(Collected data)

● ● ● ●

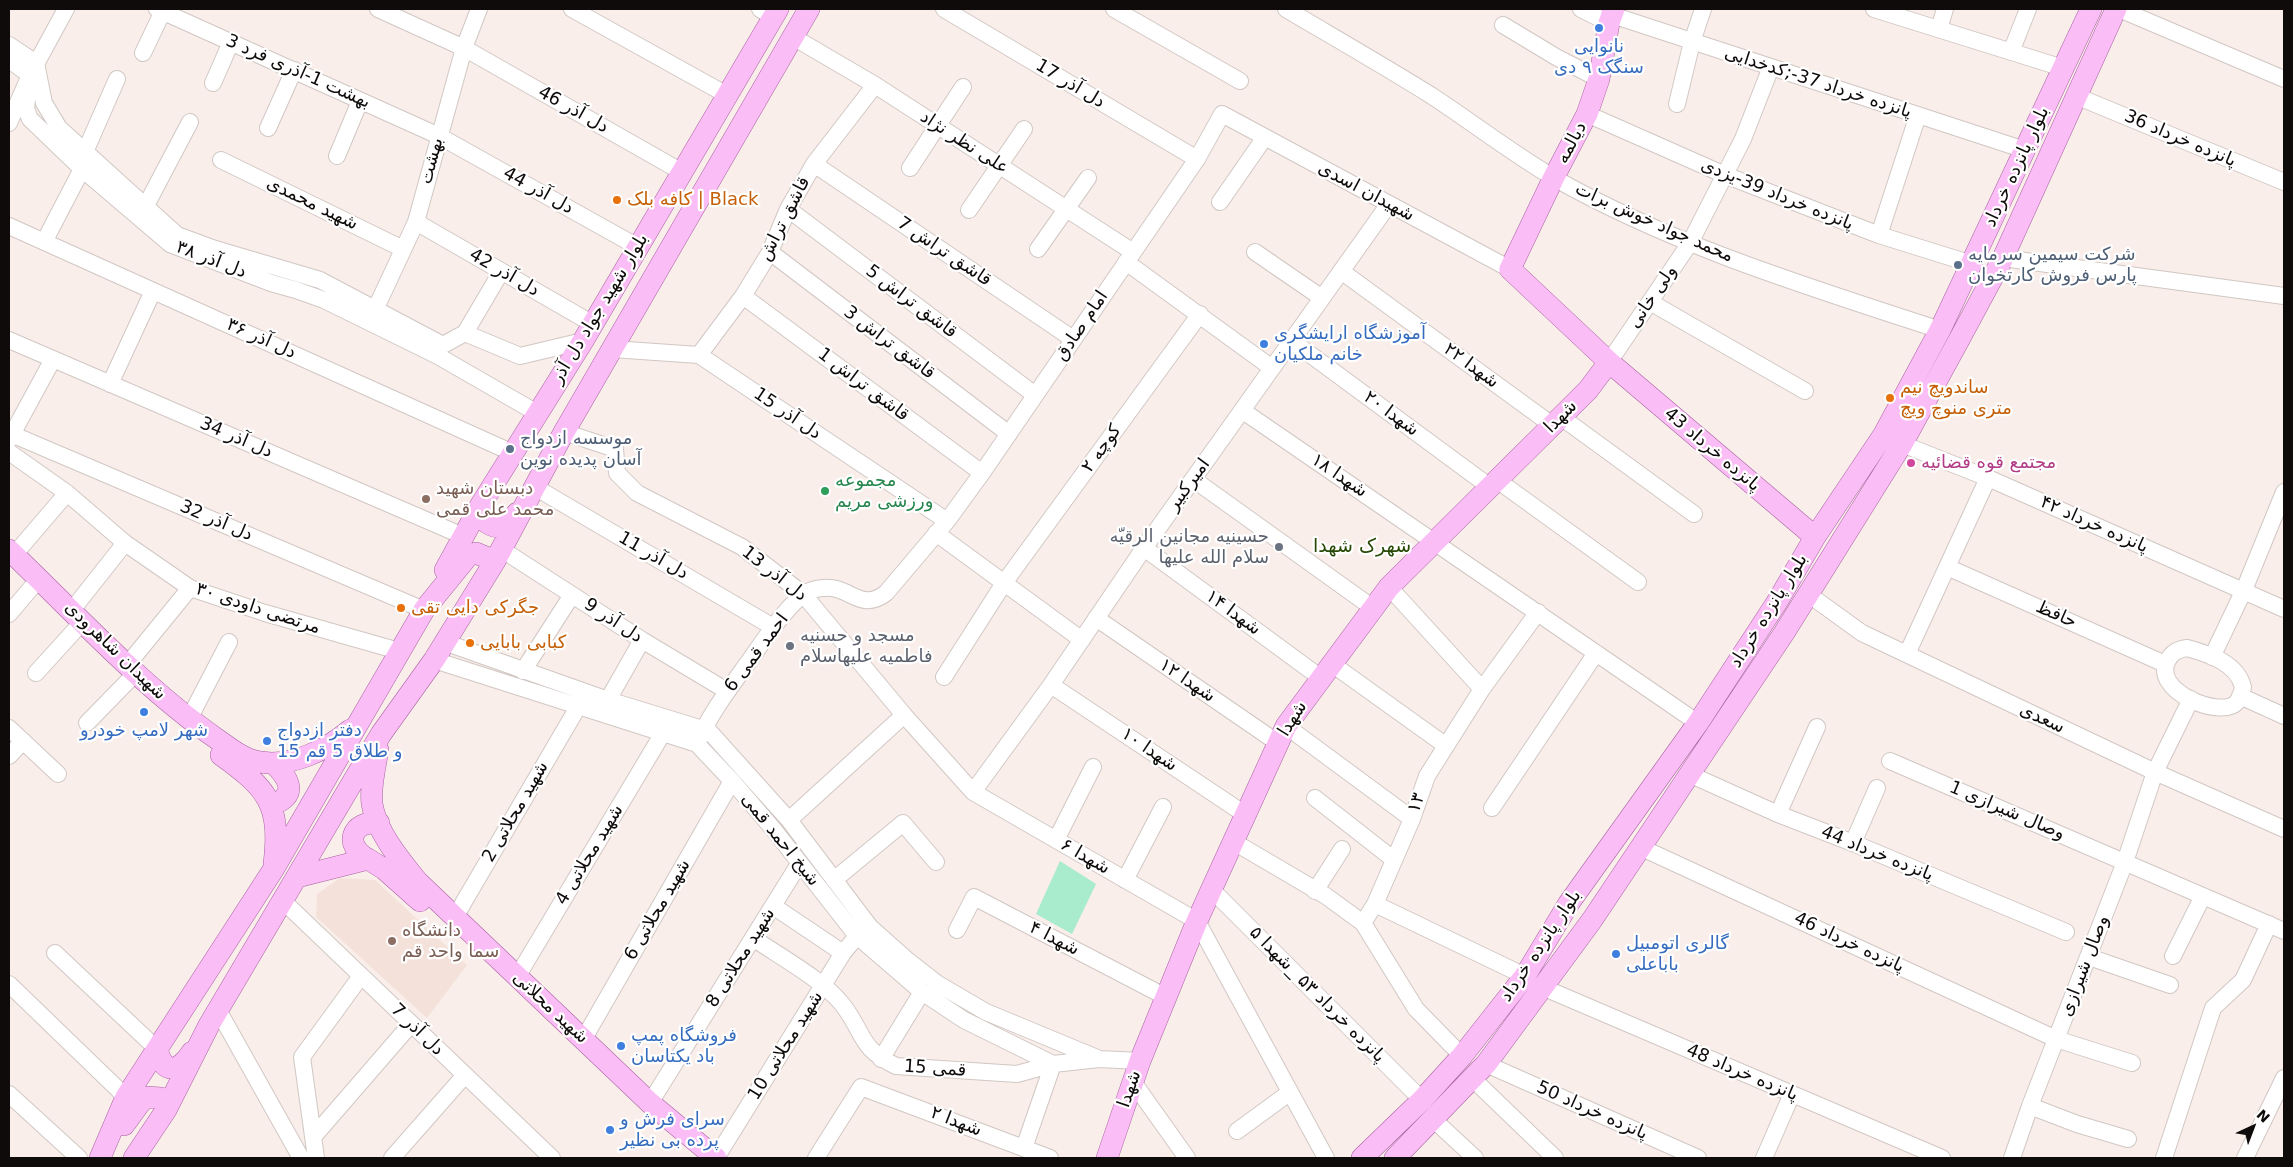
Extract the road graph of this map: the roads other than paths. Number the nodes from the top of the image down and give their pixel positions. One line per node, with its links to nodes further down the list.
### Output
1 (66, 9): 31 (street)
2 (378, 9): 25 (street, دل آذر 46)
3 (479, 9): 25 (street, بهشت)
4 (572, 9): 40 (street)
5 (809, 9): 21 (main road, بلوار شهید جواد دل آذر)
6 (944, 9): 57 (street, دل آذر 17)
7 (1114, 9): 36 (street)
8 (1286, 9): 65 (street, محمد جواد خوش برات)
9 (1581, 9): 18 (street, پانزده خرداد 37-;کدخدایی)
10 (1704, 9): 23 (street)
11 (1874, 9): 20 (street)
12 (1945, 9): 20 (street)
13 (2028, 9): 26 (street)
14 (2091, 9): 30 (main road, بلوار پانزده خرداد)
15 (2118, 9): 35 (street); 41 (main road, بلوار پانزده خرداد)
16 (167, 11): 22 (street, بهشت 1-آذری فرد 3); 27 (street)
17 (770, 11): 40 (main road, بلوار شهید جواد دل آذر)
18 (1612, 16): 23 (street, پانزده خرداد 37-;کدخدایی); 34 (main road, دیالمه)
19 (1503, 25): 34 (street)
20 (1939, 29): 26 (street)
21 (793, 37): 38 (street, علی نظر نژاد); 103 (main road, بلوار شهید جواد دل آذر)
22 (231, 42): 32 (street, بهشت 1-آذری فرد 3); 37 (street)
23 (1692, 42): 29 (street, پانزده خرداد 37-;کدخدایی); 43 (street)
24 (9, 45): 31 (street)
25 (464, 48): 52 (street, بهشت); 63 (street, دل آذر 46)
26 (2011, 52): 30 (street)
27 (143, 53)
28 (9, 60): 31 (street)
29 (1771, 67): 46 (street, پانزده خرداد 37-;کدخدایی); 64 (street, ولی خانی)
30 (2063, 68): 54 (main road, بلوار پانزده خرداد)
31 (33, 69): 48 (street); 55 (street, دل آذر ۳۸); 62 (street, دل آذر ۳۸)
32 (294, 70): 42 (street, بهشت 1-آذری فرد 3); 50 (street)
33 (117, 79): 55 (street)
34 (1598, 79): 45 (main road, دیالمه)
35 (2284, 79)
36 (1240, 81)
37 (213, 83)
38 (875, 85): 49 (street, علی نظر نژاد); 59 (street, قاشق تراش)
39 (963, 87): 49 (street)
40 (727, 94): 63 (main road, بلوار شهید جواد دل آذر)
41 (2076, 96): 67 (street, پانزده خرداد 36); 85 (main road, بلوار پانزده خرداد)
42 (360, 100): 52 (street, بهشت 1-آذری فرد 3); 56 (street)
43 (1677, 104)
44 (1222, 114): 53 (street, شهیدان اسدی); 57 (street, امام صادق)
45 (1587, 114): 64 (street, پانزده خرداد 39-یزدی); 65 (main road, دیالمه)
46 (1918, 115): 54 (street, پانزده خرداد 37-;کدخدایی); 76 (street)
47 (190, 122): 73 (street)
48 (9, 123)
49 (937, 126): 60 (street, علی نظر نژاد); 61 (street)
50 (268, 128)
51 (1024, 129): 60 (street)
52 (439, 136): 74 (street, بهشت); 79 (street, دل آذر 44)
53 (1265, 137): 68 (street); 69 (street, شهیدان اسدی)
54 (2025, 150): 86 (main road, بلوار پانزده خرداد)
55 (85, 152): 73 (street, دل آذر ۳۸)
56 (337, 156)
57 (1197, 159): 84 (street, امام صادق)
58 (221, 160): 80 (street, شهید محمدی)
59 (814, 164): 70 (street, قاشق تراش); 101 (street, قاشق تراش 7)
60 (999, 166): 71 (street); 72 (street, علی نظر نژاد)
61 (910, 168)
62 (82, 169): 73 (street, دل آذر ۳۸); 77 (street)
63 (682, 172): 79 (main road, بلوار شهید جواد دل آذر)
64 (1725, 176): 76 (street, پانزده خرداد 39-یزدی); 78 (street, ولی خانی)
65 (1554, 177): 78 (street, محمد جواد خوش برات); 87 (main road, دیالمه)
66 (1088, 178): 72 (street)
67 (2284, 182)
68 (1220, 202)
69 (1389, 204): 87 (street, شهیدان اسدی); 88 (street, امیرکبیر)
70 (788, 209): 82 (street, قاشق تراش); 111 (street, قاشق تراش 5)
71 (969, 210)
72 (1067, 210): 81 (street); 84 (street, علی نظر نژاد)
73 (142, 212): 95 (street, دل آذر ۳۸); 104 (street, دل آذر ۳۸)
74 (416, 222): 80 (street, بهشت); 89 (street, دل آذر 42)
75 (9, 226): 77 (street, دل آذر ۳۶)
76 (1879, 235): 86 (street, پانزده خرداد 39-یزدی)
77 (44, 242): 90 (street, دل آذر ۳۶)
78 (1690, 243): 94 (street, ولی خانی); 97 (street, محمد جواد خوش برات)
79 (638, 247): 99 (main road, بلوار شهید جواد دل آذر)
80 (403, 249): 95 (street, بهشت)
81 (1038, 249)
82 (770, 252): 91 (street, قاشق تراش); 116 (street, قاشق تراش 3)
83 (1255, 252): 93 (street)
84 (1129, 257): 96 (street, علی نظر نژاد); 101 (street, امام صادق)
85 (2002, 258): 92 (street); 118 (main road, بلوار پانزده خرداد)
86 (1972, 264): 97 (main road, بلوار پانزده خرداد)
87 (1510, 269): 107 (main road, پانزده خرداد 43)
88 (1341, 271): 93 (street, امیرکبیر); 114 (street, شهدا ۲۲)
89 (500, 272): 98 (street); 99 (street, دل آذر 42)
90 (153, 291): 109 (street); 120 (street, دل آذر ۳۶)
91 (744, 296): 105 (street, قاشق تراش); 121 (street, قاشق تراش 1)
92 (2284, 296)
93 (1322, 298): 102 (street, امیرکبیر)
94 (1650, 302): 107 (street, ولی خانی); 110 (street)
95 (375, 310): 104 (street, دل آذر ۳۸)
96 (1200, 314): 108 (street, علی نظر نژاد); 141 (street, کوچه ۲)
97 (1940, 330): 133 (main road, بلوار پانزده خرداد)
98 (466, 333): 99 (street); 104 (street)
99 (588, 333): 113 (main road, بلوار شهید جواد دل آذر)
100 (9, 340): 106 (street, دل آذر 34)
101 (1073, 340): 111 (street, امام صادق)
102 (1292, 341): 108 (street, امیرکبیر); 124 (street, شهدا ۲۰)
103 (612, 349): 105 (street); 115 (main road, بلوار شهید جواد دل آذر)
104 (440, 350): 113 (street)
105 (700, 355): 131 (street, دل آذر 15)
106 (53, 360): 109 (street, دل آذر 34); 117 (street)
107 (1609, 362): 114 (main road, شهدا); 133 (main road, پانزده خرداد 43)
108 (1272, 368): 112 (street, امیرکبیر)
109 (110, 384): 132 (street, دل آذر 34)
110 (1805, 391)
111 (1035, 395): 116 (street, امام صادق)
112 (1243, 411): 123 (street, امیرکبیر); 134 (street, شهدا ۱۸)
113 (537, 413): 120 (main road, بلوار شهید جواد دل آذر)
114 (1556, 421): 124 (main road, شهدا); 130 (street, شهدا ۲۲)
115 (564, 432): 125 (main road, بلوار شهید جواد دل آذر); 146 (street, دل آذر 13)
116 (1009, 434): 121 (street, امام صادق)
117 (10, 436): 151 (street, دل آذر 32)
118 (1902, 444): 122 (street, پانزده خرداد ۴۲); 147 (main road, بلوار پانزده خرداد)
119 (9, 452): 127 (street, ۳۰ مرتضی داودی)
120 (513, 452): 128 (main road, بلوار شهید جواد دل آذر)
121 (982, 473): 131 (street, امام صادق)
122 (1988, 478): 139 (street); 145 (street, پانزده خرداد ۴۲)
123 (1193, 479): 136 (street, امیرکبیر); 149 (street)
124 (1494, 484): 134 (main road, شهدا); 140 (street, شهدا ۲۰)
125 (533, 486): 129 (main road, بلوار شهید جواد دل آذر); 156 (street, دل آذر 11)
126 (2284, 492): 145 (street)
127 (67, 493): 135 (street, ۳۰ مرتضی داودی); 138 (street)
128 (480, 506): 129 (main road); 132 (main road, بلوار شهید جواد دل آذر)
129 (523, 506): 137 (main road, بلوار شهید جواد دل آذر)
130 (1694, 514)
131 (941, 527): 141 (street, دل آذر 15); 146 (street)
132 (463, 536): 151 (main road, بلوار شهید جواد دل آذر)
133 (1816, 537): 183 (main road, بلوار پانزده خرداد)
134 (1435, 542): 143 (main road, شهدا); 152 (street, شهدا ۱۸)
135 (125, 543): 144 (street, ۳۰ مرتضی داودی); 155 (street)
136 (1144, 548): 154 (street, امیرکبیر); 167 (street, شهدا ۱۴)
137 (498, 555): 148 (street, دل آذر 9); 151 (main road); 160 (main road, بلوار شهید جواد دل آذر)
138 (11, 557): 142 (main road, شهیدان شاهرودی); 155 (main road, شهیدان شاهرودی)
139 (1947, 566): 163 (street); 165 (street, حافظ)
140 (1638, 582)
141 (1004, 583): 158 (street, دل آذر 15); 170 (street, کوچه ۲)
142 (32, 587): 153 (street); 155 (main road, شهیدان شاهرودی)
143 (1389, 587): 149 (main road, شهدا); 172 (street)
144 (190, 588): 161 (street, ۳۰ مرتضی داودی); 168 (street)
145 (2244, 590): 150 (street, پانزده خرداد ۴۲); 164 (street)
146 (803, 594): 156 (street, احمد قمی 6); 178 (street, دل آذر 13)
147 (1808, 594): 163 (street, سعدی); 199 (main road, بلوار پانزده خرداد)
148 (572, 595): 157 (street, دل آذر 9); 166 (street)
149 (1373, 608): 167 (main road, شهدا)
150 (2284, 609)
151 (424, 610): 161 (main road)
152 (1538, 612): 162 (street, شهدا ۱۸); 172 (street, ۱۳)
153 (9, 614)
154 (1096, 618): 158 (street, امیرکبیر); 189 (street, شهدا ۱۲)
155 (74, 620): 168 (main road, شهیدان شاهرودی); 169 (street)
156 (773, 627): 173 (street, احمد قمی 6)
157 (642, 640): 173 (street, دل آذر 9); 176 (street)
158 (1082, 640): 171 (street, امیرکبیر)
159 (229, 642): 180 (street)
160 (447, 650): 166 (street, شیخ احمد قمی); 177 (street, شیخ احمد قمی); 188 (main road, بلوار شهید جواد دل آذر)
161 (399, 651): 181 (main road)
162 (1596, 653): 183 (street, شهدا ۱۸); 206 (street)
163 (1907, 654): 197 (street, سعدی)
164 (2212, 657): 165 (street); 174 (street)
165 (2165, 664): 175 (street)
166 (523, 670): 176 (street, شیخ احمد قمی)
167 (1326, 671): 189 (main road, شهدا); 192 (street, شهدا ۱۴)
168 (129, 672): 180 (main road, شهیدان شاهرودی); 182 (street); 204 (main road, شهیدان شاهرودی)
169 (36, 673)
170 (944, 677)
171 (1052, 685): 202 (street, امیرکبیر); 208 (street, شهدا ۱۰)
172 (1482, 689): 192 (street, ۱۳)
173 (728, 691): 186 (street, احمد قمی 6)
174 (2240, 696): 175 (street); 179 (street)
175 (2191, 699): 197 (street, وصال شیرازی)
176 (608, 700): 186 (street, شیخ احمد قمی)
177 (578, 707): 187 (street, شیخ احمد قمی); 233 (street, شهید محلاتی 2)
178 (904, 715): 202 (street, دل آذر 13); 210 (street)
179 (2284, 716)
180 (189, 719): 195 (main road, شهیدان شاهرودی)
181 (360, 721): 195 (main road, شهیدان شاهرودی); 223 (main road)
182 (87, 723)
183 (1698, 723): 248 (main road, بلوار پانزده خرداد)
184 (1817, 727): 207 (street)
185 (9, 728): 190 (street)
186 (704, 729): 191 (street, احمد قمی 6); 210 (street, شیخ احمد قمی)
187 (663, 733): 191 (street, شیخ احمد قمی); 249 (street, شهید محلاتی 4)
188 (381, 734): 211 (main road, شهید محلاتی); 224 (main road, بلوار شهید جواد دل آذر)
189 (1282, 735): 208 (main road, شهدا); 209 (street, شهدا ۱۲)
190 (23, 741): 193 (street); 198 (street)
191 (697, 744): 200 (street, شیخ احمد قمی)
192 (1445, 745): 209 (street, ۱۳)
193 (9, 756)
194 (1890, 761): 221 (street, وصال شیرازی 1)
195 (273, 763): 204 (main road)
196 (1093, 767): 213 (street)
197 (2155, 772): 212 (street, سعدی); 221 (street, وصال شیرازی)
198 (58, 774)
199 (1689, 774): 207 (street, پانزده خرداد 44); 216 (main road, بلوار پانزده خرداد)
200 (732, 781): 222 (street, شیخ احمد قمی); 259 (street, شهید محلاتی 6)
201 (1877, 788): 215 (street)
202 (973, 792): 213 (street, شهدا ۶)
203 (1315, 798): 218 (street)
204 (272, 805): 223 (main road, شهیدان شاهرودی)
205 (1163, 807): 226 (street)
206 (1492, 808)
207 (1778, 814): 215 (street, پانزده خرداد 44)
208 (1246, 815): 214 (main road, شهدا)
209 (1412, 819): 218 (street, ۱۳)
210 (789, 820): 225 (street, شیخ احمد قمی)
211 (379, 823): 219 (main road, شهید محلاتی); 233 (main road, شهید محلاتی)
212 (2284, 829)
213 (1056, 840): 226 (street, شهدا ۶)
214 (1234, 842): 227 (main road, شهدا); 228 (street)
215 (1853, 843): 239 (street, پانزده خرداد 44)
216 (1642, 848): 253 (main road, بلوار پانزده خرداد); 258 (street, پانزده خرداد 46)
217 (1342, 849): 228 (street)
218 (1394, 858): 231 (street, ۱۳)
219 (368, 859): 224 (main road); 291 (main road, شهید محلاتی)
220 (936, 862): 225 (street)
221 (2125, 862): 229 (street, وصال شیرازی 1); 245 (street, وصال شیرازی)
222 (799, 864): 232 (street, شهید محلاتی 8); 240 (street, شیخ احمد قمی)
223 (273, 870): 260 (main road)
224 (298, 877): 230 (main road, بلوار شهید جواد دل آذر)
225 (834, 880): 246 (street, شیخ احمد قمی)
226 (1125, 880): 234 (street, شهدا ۶)
227 (1212, 890): 234 (main road, شهدا); 275 (street, پانزده خرداد ۵۳ _شهدا ۵)
228 (1315, 891): 235 (street)
229 (2203, 896): 236 (street, وصال شیرازی 1); 244 (street)
230 (283, 901): 247 (street, دل آذر 7); 256 (main road, بلوار شهید جواد دل آذر)
231 (1375, 904): 235 (street, ۱۳); 248 (street)
232 (773, 906): 241 (street, شهید محلاتی 8); 243 (street)
233 (455, 917): 249 (main road, شهید محلاتی)
234 (1197, 921): 255 (main road, شهدا); 271 (street)
235 (1363, 923): 261 (street)
236 (2269, 924): 238 (street, وصال شیرازی 1); 306 (street)
237 (957, 930): 255 (street, شهدا ۴)
238 (2284, 931)
239 (2066, 932)
240 (857, 936): 243 (street, شهید محلاتی 10); 246 (street, شیخ احمد قمی)
241 (753, 938): 252 (street, قمی 15); 276 (street, شهید محلاتی 8)
242 (55, 953): 260 (street)
243 (843, 954): 252 (street, شهید محلاتی 10)
244 (2173, 956)
245 (2089, 957): 251 (street); 258 (street, وصال شیرازی)
246 (901, 965): 254 (street, شیخ احمد قمی); 263 (street, شیخ احمد قمی)
247 (361, 976): 257 (street, دل آذر 7); 281 (street)
248 (1525, 976): 261 (main road, بلوار پانزده خرداد)
249 (517, 977): 259 (main road, شهید محلاتی)
250 (9, 984): 274 (street)
251 (2170, 985)
252 (824, 986): 262 (street, قمی 15); 292 (street, شهید محلاتی 10)
253 (1542, 987): 267 (main road, بلوار پانزده خرداد); 273 (street, پانزده خرداد 48)
254 (922, 992): 262 (street); 266 (street, شیخ احمد قمی)
255 (1166, 998): 264 (main road, شهدا)
256 (214, 1018): 260 (main road); 278 (main road); 288 (street)
257 (411, 1024): 268 (street, دل آذر 7); 281 (street)
258 (2056, 1039): 265 (street, پانزده خرداد 46); 277 (street, وصال شیرازی)
259 (583, 1040): 276 (main road, شهید محلاتی)
260 (157, 1049): 274 (main road)
261 (1462, 1056): 275 (main road, بلوار پانزده خرداد)
262 (881, 1059): 266 (street, قمی 15)
263 (1099, 1059): 264 (street, شیخ احمد قمی); 266 (street, شیخ احمد قمی)
264 (1140, 1061): 270 (main road, شهدا)
265 (2132, 1063)
266 (1053, 1064): 283 (street)
267 (1479, 1071): 279 (main road, بلوار پانزده خرداد); 301 (street); 302 (street, پانزده خرداد 50)
268 (465, 1075): 284 (street, دل آذر 7); 290 (street)
269 (2284, 1078): 307 (street)
270 (1133, 1082): 295 (main road, شهدا); 296 (street)
271 (1289, 1093): 280 (street); 297 (street)
272 (9, 1094): 285 (street)
273 (1792, 1094): 303 (street); 304 (street, پانزده خرداد 48)
274 (126, 1097): 286 (main road)
275 (1422, 1100): 298 (main road, بلوار پانزده خرداد)
276 (650, 1103): 292 (main road, شهید محلاتی)
277 (2030, 1106): 282 (street); 305 (street, وصال شیرازی)
278 (166, 1110): 286 (main road); 287 (main road)
279 (1434, 1120): 299 (main road, بلوار پانزده خرداد); 300 (street)
280 (1237, 1131)
281 (314, 1136): 289 (street)
282 (2128, 1139)
283 (1024, 1148): 293 (street, شهدا ۲); 294 (street, شهدا ۲)
284 (545, 1156)
285 (79, 1158)
286 (100, 1158)
287 (134, 1158)
288 (301, 1158)
289 (316, 1158)
290 (392, 1158)
291 (697, 1158)
292 (716, 1158)
293 (816, 1158)
294 (1050, 1158)
295 (1107, 1158)
296 (1187, 1158)
297 (1326, 1158)
298 (1362, 1158)
299 (1395, 1158)
300 (1475, 1158)
301 (1555, 1158)
302 (1698, 1158)
303 (1764, 1158)
304 (1942, 1158)
305 (2012, 1158)
306 (2164, 1158)
307 (2245, 1158)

● ● ● ●

> **EXERCISE DIRECTIONS**: Which of the lines above hold the string "سعدی"? Copy each one.

> **EXERCISE RESULT**:
147 (1808, 594): 163 (street, سعدی); 199 (main road, بلوار پانزده خرداد)
163 (1907, 654): 197 (street, سعدی)
197 (2155, 772): 212 (street, سعدی); 221 (street, وصال شیرازی)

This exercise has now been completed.